[Pose landmark coordinates]
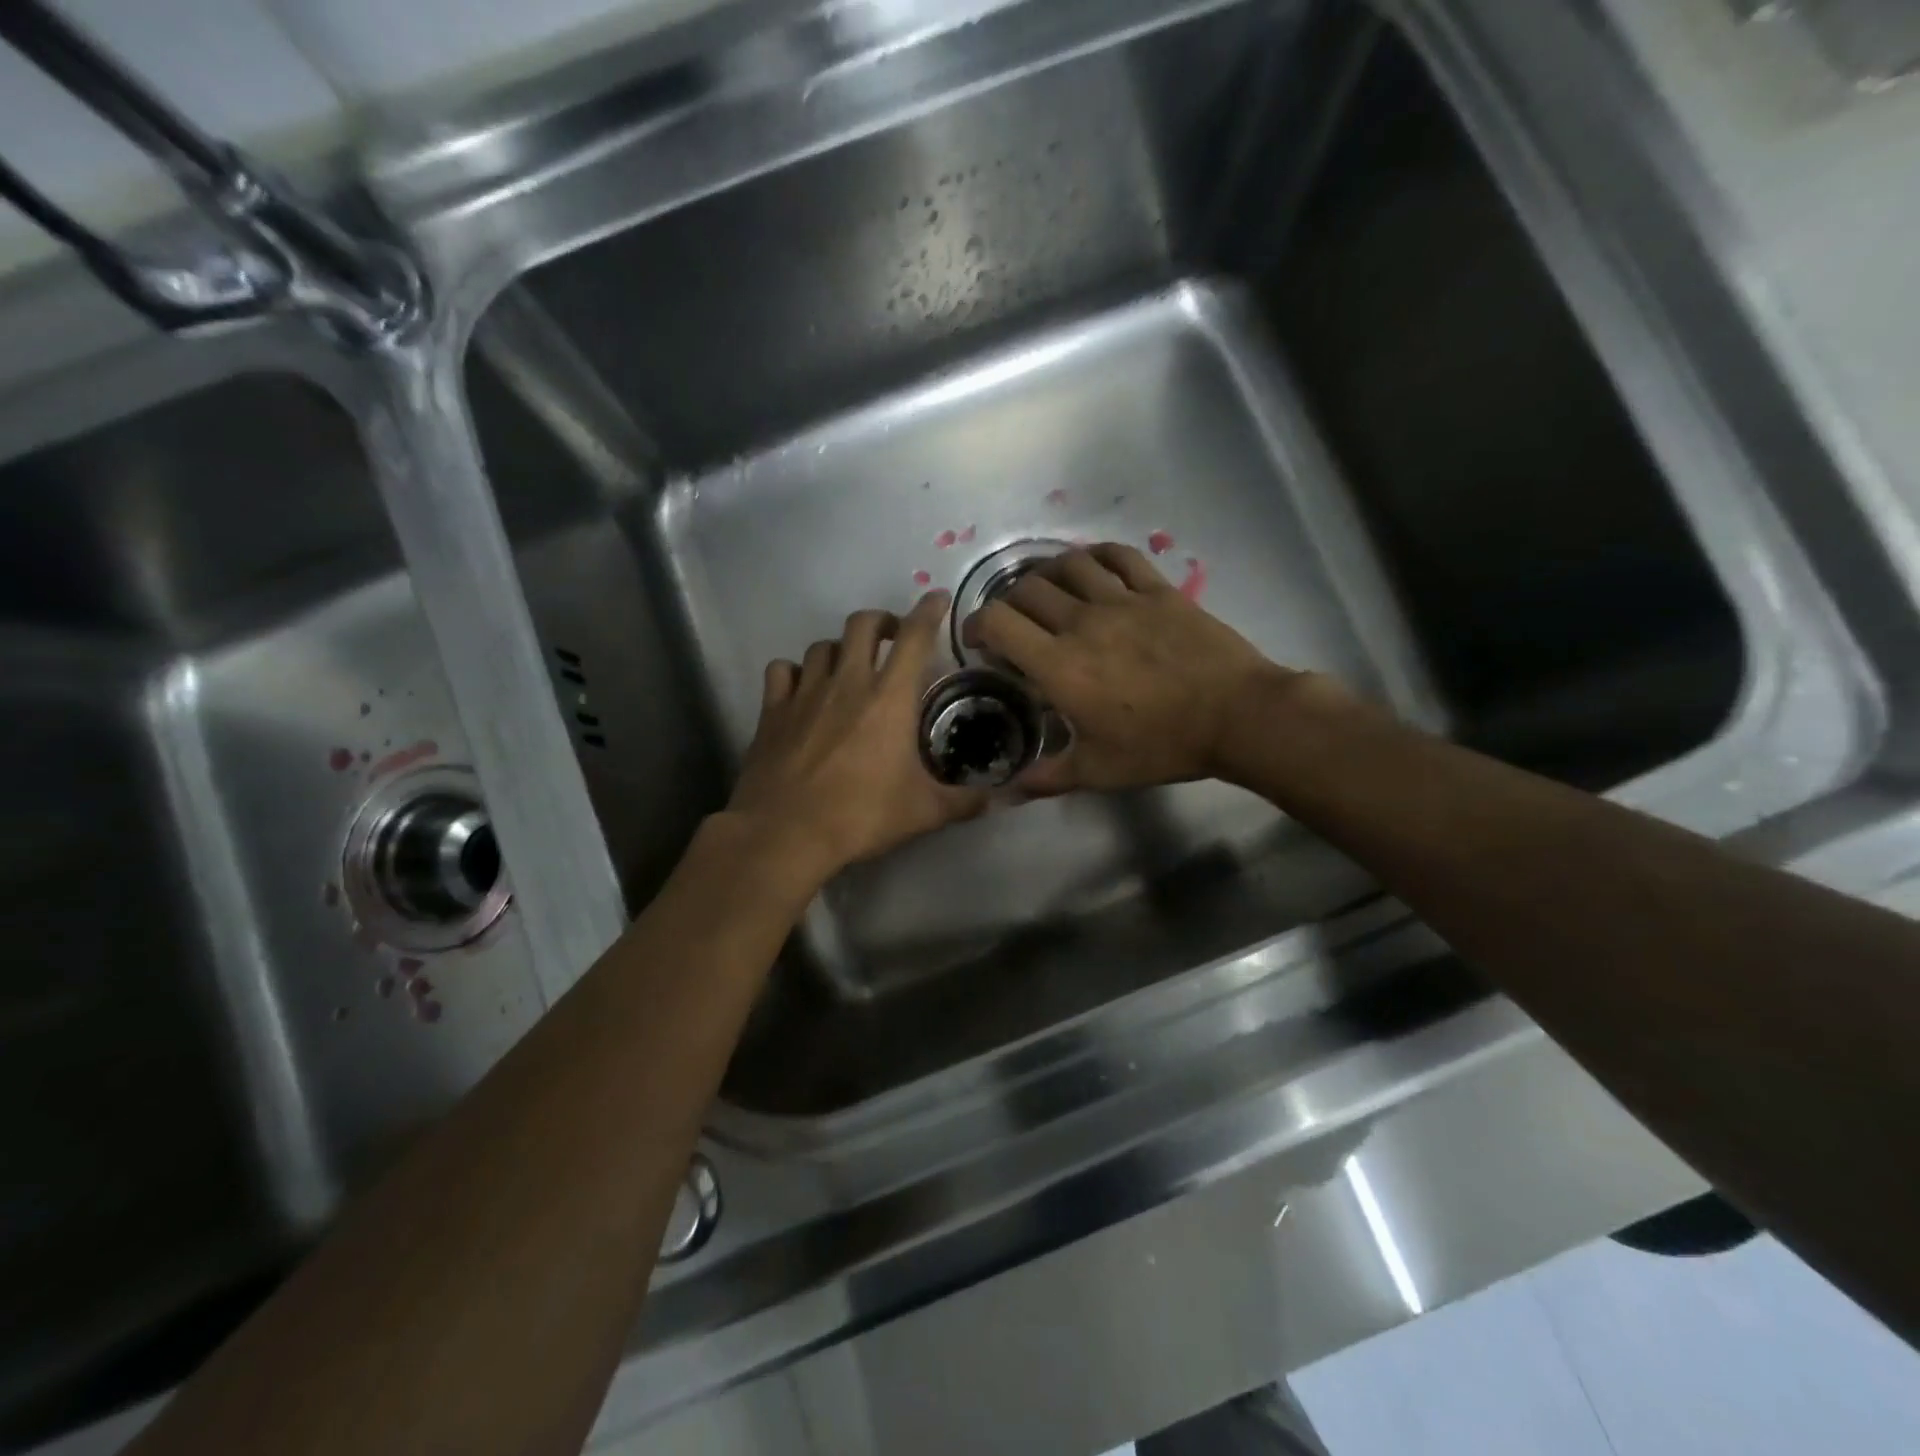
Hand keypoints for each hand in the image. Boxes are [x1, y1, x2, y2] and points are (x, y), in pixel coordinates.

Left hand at [729, 591, 985, 874]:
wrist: (784, 833)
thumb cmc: (861, 816)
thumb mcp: (925, 812)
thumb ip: (967, 801)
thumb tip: (1004, 799)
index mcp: (889, 698)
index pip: (914, 637)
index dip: (928, 611)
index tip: (937, 599)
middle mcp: (847, 683)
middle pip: (862, 624)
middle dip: (881, 621)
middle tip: (892, 638)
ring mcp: (805, 693)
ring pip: (821, 646)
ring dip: (840, 648)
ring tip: (849, 666)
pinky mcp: (772, 711)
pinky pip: (782, 671)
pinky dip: (795, 672)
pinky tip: (802, 689)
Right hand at [962, 543, 1294, 793]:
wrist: (1236, 716)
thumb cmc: (1162, 746)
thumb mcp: (1098, 771)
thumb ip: (1048, 777)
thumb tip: (1007, 792)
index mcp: (1060, 665)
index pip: (999, 623)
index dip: (977, 624)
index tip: (978, 640)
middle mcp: (1082, 622)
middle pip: (1027, 590)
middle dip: (1008, 602)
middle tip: (1014, 623)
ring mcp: (1122, 600)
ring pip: (1068, 565)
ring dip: (1046, 573)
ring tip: (1046, 590)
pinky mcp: (1158, 590)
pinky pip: (1118, 556)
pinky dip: (1096, 555)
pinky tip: (1090, 566)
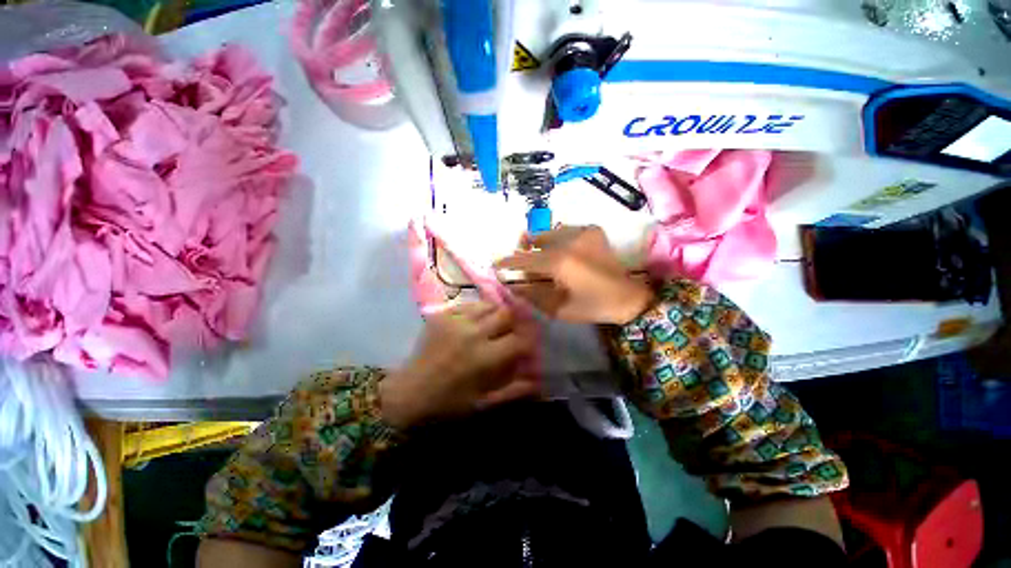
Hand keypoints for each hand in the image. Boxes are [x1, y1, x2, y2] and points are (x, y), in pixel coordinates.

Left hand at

__Task to complete__
A single number is the whole answer here: the number of lines in the data that include "pinky".

__Answer section__
8